* [TRY IT]: Whenever a line in the records below contains "Ekaliptus", pick it out.

********

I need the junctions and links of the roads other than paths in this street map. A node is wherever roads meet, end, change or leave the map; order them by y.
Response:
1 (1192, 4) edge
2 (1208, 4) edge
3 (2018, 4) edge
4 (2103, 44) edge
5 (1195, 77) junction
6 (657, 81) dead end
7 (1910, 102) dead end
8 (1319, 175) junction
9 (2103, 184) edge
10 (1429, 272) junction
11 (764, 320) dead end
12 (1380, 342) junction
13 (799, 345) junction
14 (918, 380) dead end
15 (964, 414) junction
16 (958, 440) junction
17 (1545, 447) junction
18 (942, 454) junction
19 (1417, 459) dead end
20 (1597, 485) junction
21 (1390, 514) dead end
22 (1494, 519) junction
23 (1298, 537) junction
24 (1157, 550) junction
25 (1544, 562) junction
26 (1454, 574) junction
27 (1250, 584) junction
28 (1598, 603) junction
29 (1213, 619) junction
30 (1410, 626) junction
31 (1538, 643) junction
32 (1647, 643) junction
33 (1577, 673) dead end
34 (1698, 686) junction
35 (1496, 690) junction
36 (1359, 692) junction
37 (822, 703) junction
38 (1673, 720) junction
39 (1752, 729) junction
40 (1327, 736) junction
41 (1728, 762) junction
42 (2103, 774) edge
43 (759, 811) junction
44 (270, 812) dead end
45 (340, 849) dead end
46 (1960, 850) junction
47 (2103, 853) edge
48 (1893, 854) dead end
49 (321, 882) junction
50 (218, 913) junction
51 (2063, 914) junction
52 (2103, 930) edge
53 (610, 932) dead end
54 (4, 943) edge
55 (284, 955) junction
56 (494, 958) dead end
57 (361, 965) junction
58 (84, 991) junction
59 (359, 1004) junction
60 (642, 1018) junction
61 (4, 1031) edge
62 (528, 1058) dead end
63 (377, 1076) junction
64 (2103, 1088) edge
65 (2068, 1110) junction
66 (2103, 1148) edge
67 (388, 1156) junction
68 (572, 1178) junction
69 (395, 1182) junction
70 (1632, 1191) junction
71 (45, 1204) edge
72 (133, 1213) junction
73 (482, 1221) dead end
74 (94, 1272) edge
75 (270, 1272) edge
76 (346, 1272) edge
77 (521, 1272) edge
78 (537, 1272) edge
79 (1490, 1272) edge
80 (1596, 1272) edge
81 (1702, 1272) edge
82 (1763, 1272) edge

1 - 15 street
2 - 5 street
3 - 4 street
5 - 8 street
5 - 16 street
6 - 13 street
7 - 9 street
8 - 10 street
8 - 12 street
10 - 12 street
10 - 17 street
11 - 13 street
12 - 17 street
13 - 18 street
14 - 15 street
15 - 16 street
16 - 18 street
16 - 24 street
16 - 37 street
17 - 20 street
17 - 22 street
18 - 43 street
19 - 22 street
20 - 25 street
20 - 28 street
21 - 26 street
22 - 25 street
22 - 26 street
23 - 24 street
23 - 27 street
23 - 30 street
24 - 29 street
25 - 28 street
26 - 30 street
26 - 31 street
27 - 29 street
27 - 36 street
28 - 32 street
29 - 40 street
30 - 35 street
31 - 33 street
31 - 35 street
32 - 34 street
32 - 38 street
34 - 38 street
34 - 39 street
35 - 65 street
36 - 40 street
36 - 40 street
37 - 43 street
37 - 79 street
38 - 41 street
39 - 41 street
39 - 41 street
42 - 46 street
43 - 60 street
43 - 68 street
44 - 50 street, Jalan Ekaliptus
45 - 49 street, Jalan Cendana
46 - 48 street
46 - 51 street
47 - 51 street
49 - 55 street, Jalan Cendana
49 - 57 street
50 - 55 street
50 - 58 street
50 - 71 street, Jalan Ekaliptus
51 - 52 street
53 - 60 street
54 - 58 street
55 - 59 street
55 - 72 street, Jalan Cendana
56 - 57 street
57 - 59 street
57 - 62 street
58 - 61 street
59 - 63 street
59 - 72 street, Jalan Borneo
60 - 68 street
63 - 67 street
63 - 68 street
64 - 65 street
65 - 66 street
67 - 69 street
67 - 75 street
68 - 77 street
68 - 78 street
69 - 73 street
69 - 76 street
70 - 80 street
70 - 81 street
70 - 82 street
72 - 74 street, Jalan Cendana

********

* [EXERCISE RESPONSE]:
44 - 50 street, Jalan Ekaliptus
50 - 71 street, Jalan Ekaliptus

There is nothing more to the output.